■ **Information supplied**
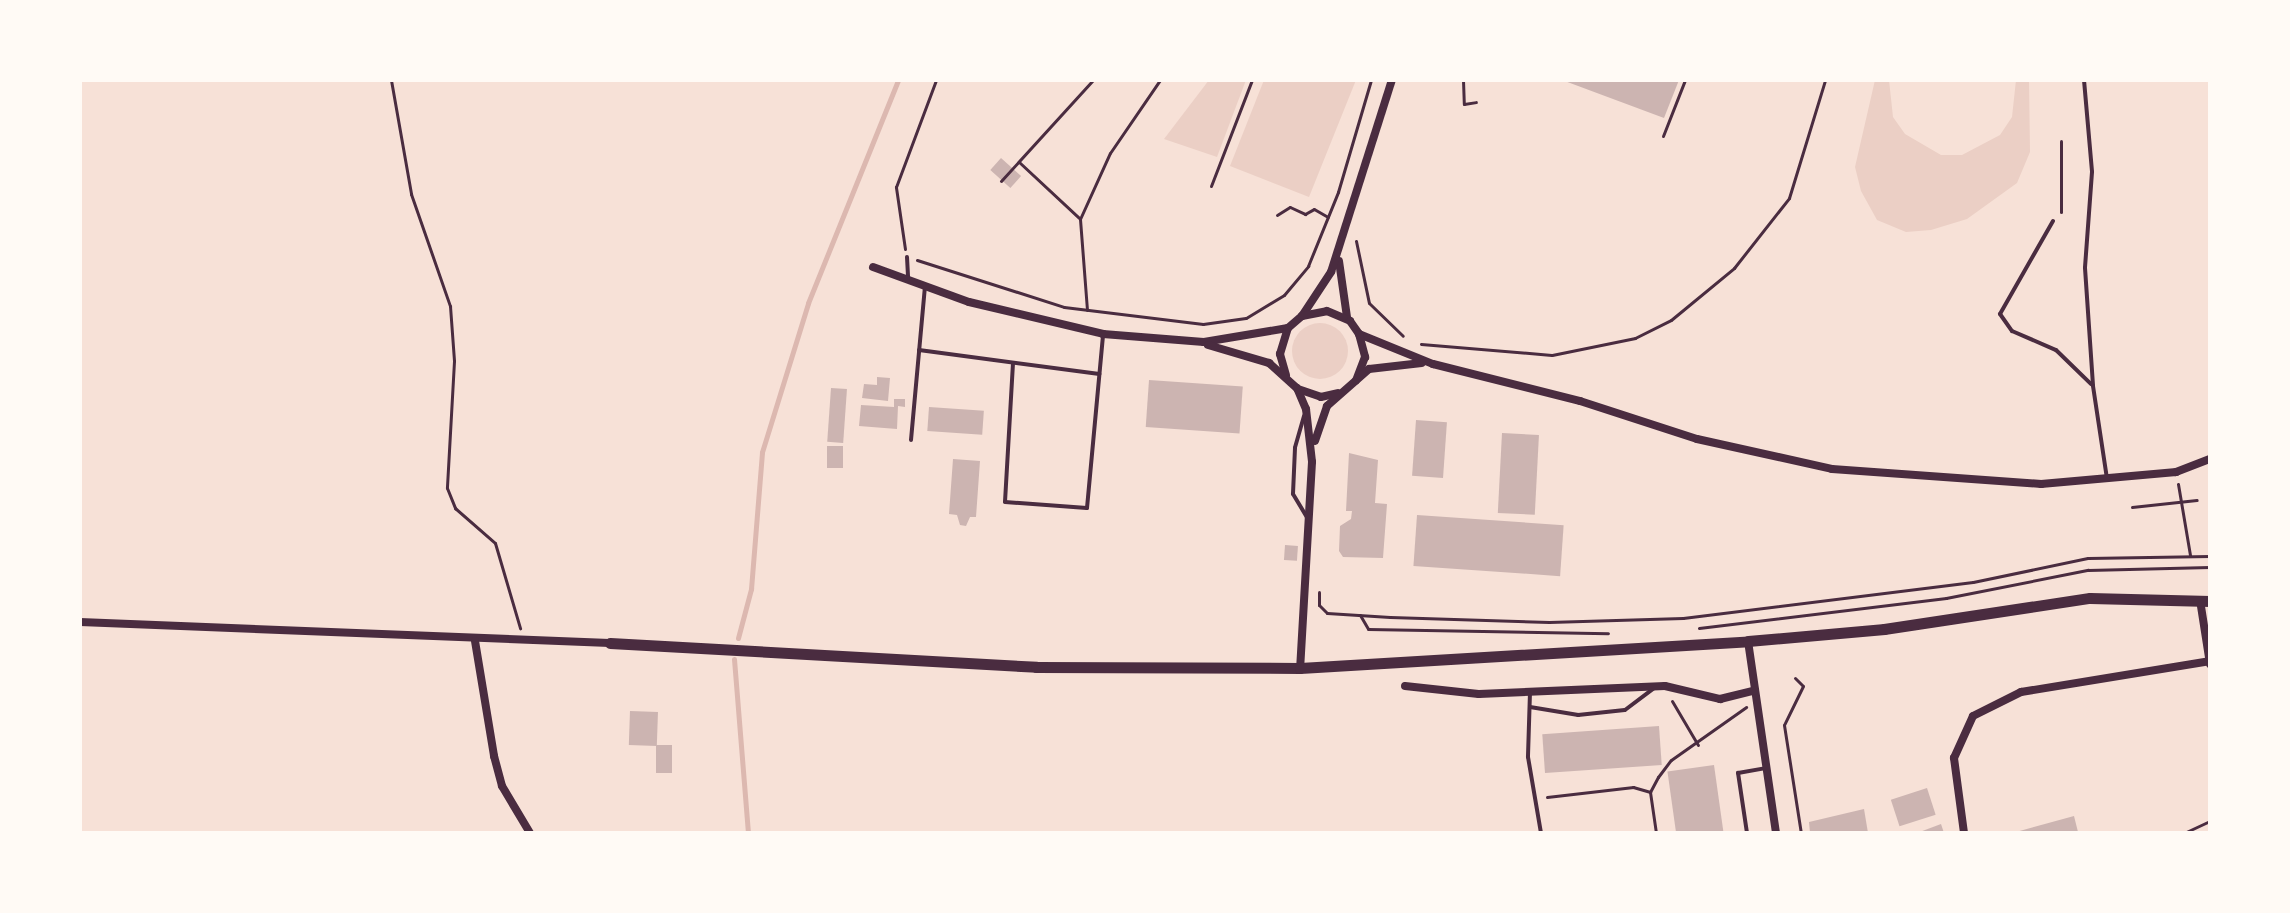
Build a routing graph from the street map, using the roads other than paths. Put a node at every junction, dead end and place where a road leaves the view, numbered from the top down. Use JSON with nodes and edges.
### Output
{"nodes":[{"id":1,"x":1392,"y":80,"type":"edge"},
{"id":2,"x":2084,"y":80,"type":"edge"},
{"id":3,"x":2053,"y":221,"type":"dead end"},
{"id":4,"x":1342,"y":236,"type":"junction"},
{"id":5,"x":907,"y":257,"type":"road end"},
{"id":6,"x":873,"y":267,"type":"dead end"},
{"id":7,"x":908,"y":281,"type":"junction"},
{"id":8,"x":925,"y":287,"type":"junction"},
{"id":9,"x":1302,"y":316,"type":"junction"},
{"id":10,"x":1350,"y":321,"type":"junction"},
{"id":11,"x":1288,"y":328,"type":"junction"},
{"id":12,"x":1103,"y":334,"type":"junction"},
{"id":13,"x":1359,"y":334,"type":"junction"},
{"id":14,"x":1192,"y":342,"type":"junction"},
{"id":15,"x":919,"y":350,"type":"junction"},
{"id":16,"x":1013,"y":363,"type":"junction"},
{"id":17,"x":1433,"y":364,"type":"junction"},
{"id":18,"x":1099,"y":374,"type":"junction"},
{"id":19,"x":1288,"y":379,"type":"junction"},
{"id":20,"x":1356,"y":380,"type":"junction"},
{"id":21,"x":2093,"y":386,"type":"junction"},
{"id":22,"x":1297,"y":388,"type":"junction"},
{"id":23,"x":1346,"y":389,"type":"junction"},
{"id":24,"x":1306,"y":409,"type":"junction"},
{"id":25,"x":911,"y":440,"type":"dead end"},
{"id":26,"x":2210,"y":459,"type":"edge"},
{"id":27,"x":1312,"y":462,"type":"junction"},
{"id":28,"x":2107,"y":481,"type":"junction"},
{"id":29,"x":1309,"y":519,"type":"junction"},
{"id":30,"x":2205,"y":600,"type":"edge"},
{"id":31,"x":80,"y":622,"type":"edge"},
{"id":32,"x":475,"y":641,"type":"junction"},
{"id":33,"x":1748,"y":641,"type":"junction"},
{"id":34,"x":610,"y":643,"type":"joint"},
{"id":35,"x":2210,"y":662,"type":"edge"},
{"id":36,"x":1300,"y":668,"type":"junction"},
{"id":37,"x":1405,"y":686,"type":"dead end"},
{"id":38,"x":1661,"y":686,"type":"junction"},
{"id":39,"x":1530,"y":692,"type":"junction"},
{"id":40,"x":1756,"y":695,"type":"junction"},
{"id":41,"x":1530,"y":707,"type":"junction"},
{"id":42,"x":1766,"y":768,"type":"junction"},
{"id":43,"x":530,"y":833,"type":"edge"},
{"id":44,"x":1541,"y":833,"type":"edge"},
{"id":45,"x":1747,"y":833,"type":"edge"},
{"id":46,"x":1776,"y":833,"type":"edge"},
{"id":47,"x":1964,"y":833,"type":"edge"}],
"edges":[{"from":1,"to":4,"type":"street"},
{"from":2,"to":21,"type":"lane"},
{"from":3,"to":21,"type":"lane"},
{"from":4,"to":9,"type":"street"},
{"from":4,"to":10,"type":"street"},
{"from":5,"to":7,"type":"lane"},
{"from":6,"to":7,"type":"street"},
{"from":7,"to":8,"type":"street"},
{"from":8,"to":12,"type":"street"},
{"from":8,"to":15,"type":"lane"},
{"from":9,"to":10,"type":"street"},
{"from":9,"to":11,"type":"street"},
{"from":10,"to":13,"type":"street"},
{"from":11,"to":14,"type":"street"},
{"from":11,"to":19,"type":"street"},
{"from":12,"to":14,"type":"street"},
{"from":12,"to":18,"type":"lane"},
{"from":13,"to":17,"type":"street"},
{"from":13,"to":20,"type":"street"},
{"from":14,"to":19,"type":"street"},
{"from":15,"to":16,"type":"lane"},
{"from":15,"to":25,"type":"lane"},
{"from":16,"to":18,"type":"lane"},
{"from":16,"to":18,"type":"lane"},
{"from":17,"to":20,"type":"street"},
{"from":17,"to":28,"type":"street"},
{"from":19,"to":22,"type":"street"},
{"from":20,"to":23,"type":"street"},
{"from":21,"to":28,"type":"lane"},
{"from":22,"to":23,"type":"street"},
{"from":22,"to":24,"type":"street"},
{"from":23,"to":27,"type":"street"},
{"from":24,"to":27,"type":"street"},
{"from":24,"to":29,"type":"lane"},
{"from":26,"to":28,"type":"street"},
{"from":27,"to":29,"type":"street"},
{"from":29,"to":36,"type":"street"},
{"from":30,"to":33,"type":"main road"},
{"from":30,"to":35,"type":"street"},
{"from":31,"to":32,"type":"street"},
{"from":32,"to":34,"type":"street"},
{"from":32,"to":43,"type":"street"},
{"from":33,"to":36,"type":"main road"},
{"from":33,"to":40,"type":"street"},
{"from":34,"to":36,"type":"main road"},
{"from":35,"to":47,"type":"street"},
{"from":37,"to":39,"type":"street"},
{"from":38,"to":39,"type":"street"},
{"from":38,"to":40,"type":"street"},
{"from":38,"to":41,"type":"lane"},
{"from":39,"to":41,"type":"lane"},
{"from":40,"to":42,"type":"street"},
{"from":41,"to":44,"type":"lane"},
{"from":42,"to":45,"type":"lane"},
{"from":42,"to":46,"type":"street"}]}
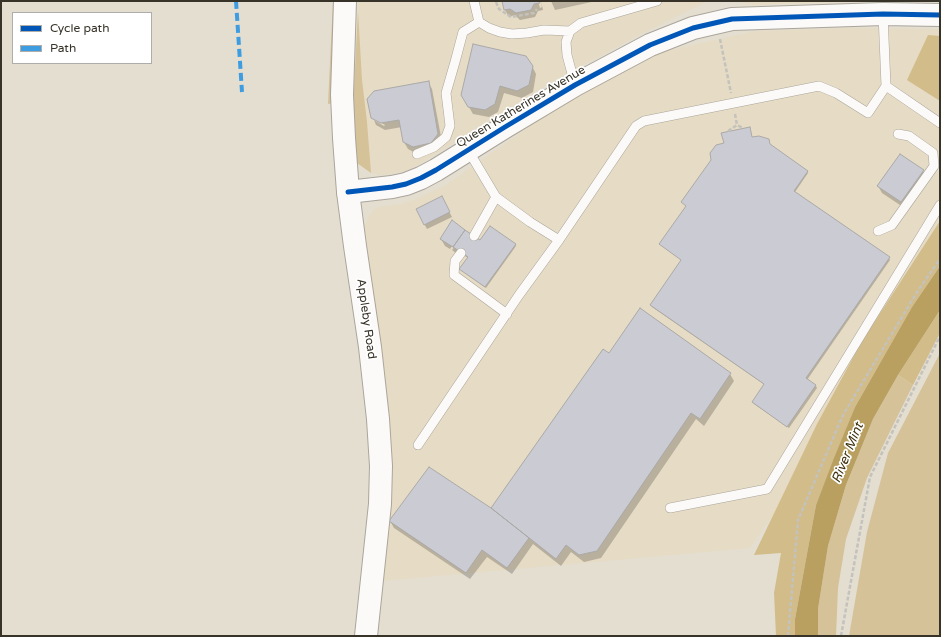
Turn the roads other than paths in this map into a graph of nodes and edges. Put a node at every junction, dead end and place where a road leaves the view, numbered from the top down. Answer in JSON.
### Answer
{"nodes":[{"id":1,"x":345,"y":1,"type":"edge"},
{"id":2,"x":657,"y":1,"type":"edge"},
{"id":3,"x":643,"y":3,"type":"edge"},
{"id":4,"x":475,"y":4,"type":"edge"},
{"id":5,"x":883,"y":14,"type":"junction"},
{"id":6,"x":940,"y":14,"type":"edge"},
{"id":7,"x":479,"y":22,"type":"junction"},
{"id":8,"x":570,"y":31,"type":"junction"},
{"id":9,"x":575,"y":85,"type":"junction"},
{"id":10,"x":886,"y":86,"type":"junction"},
{"id":11,"x":940,"y":123,"type":"edge"},
{"id":12,"x":898,"y":134,"type":"dead end"},
{"id":13,"x":468,"y":150,"type":"junction"},
{"id":14,"x":417,"y":154,"type":"dead end"},
{"id":15,"x":348,"y":192,"type":"junction"},
{"id":16,"x":496,"y":197,"type":"junction"},
{"id":17,"x":940,"y":205,"type":"edge"},
{"id":18,"x":878,"y":231,"type":"dead end"},
{"id":19,"x":474,"y":236,"type":"dead end"},
{"id":20,"x":559,"y":240,"type":"junction"},
{"id":21,"x":461,"y":253,"type":"dead end"},
{"id":22,"x":507,"y":314,"type":"junction"},
{"id":23,"x":418,"y":445,"type":"dead end"},
{"id":24,"x":670,"y":508,"type":"dead end"},
{"id":25,"x":366,"y":636,"type":"edge"}],
"edges":[{"from":1,"to":15,"type":"street","name":"Appleby Road"},
{"from":2,"to":3,"type":"lane"},
{"from":3,"to":8,"type":"lane"},
{"from":4,"to":7,"type":"lane"},
{"from":5,"to":6,"type":"street","name":"Queen Katherines Avenue"},
{"from":5,"to":9,"type":"street","name":"Queen Katherines Avenue"},
{"from":5,"to":10,"type":"lane"},
{"from":7,"to":8,"type":"lane"},
{"from":7,"to":14,"type":"lane"},
{"from":8,"to":9,"type":"lane"},
{"from":9,"to":13,"type":"street","name":"Queen Katherines Avenue"},
{"from":10,"to":11,"type":"lane"},
{"from":10,"to":20,"type":"lane"},
{"from":12,"to":18,"type":"lane"},
{"from":13,"to":15,"type":"street","name":"Queen Katherines Avenue"},
{"from":13,"to":16,"type":"lane"},
{"from":15,"to":25,"type":"street","name":"Appleby Road"},
{"from":16,"to":19,"type":"lane"},
{"from":16,"to":20,"type":"lane"},
{"from":17,"to":24,"type":"lane"},
{"from":20,"to":22,"type":"lane"},
{"from":21,"to":22,"type":"lane"},
{"from":22,"to":23,"type":"lane"}]}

■ **Exercise directions**
Across the whole listing above, report each line that includes "paths".

■ **Output below**
Build a routing graph from the street map, using the roads other than paths. Put a node at every junction, dead end and place where a road leaves the view, numbered from the top down. Use JSON with nodes and edges.
Turn the roads other than paths in this map into a graph of nodes and edges. Put a node at every junction, dead end and place where a road leaves the view, numbered from the top down. Answer in JSON.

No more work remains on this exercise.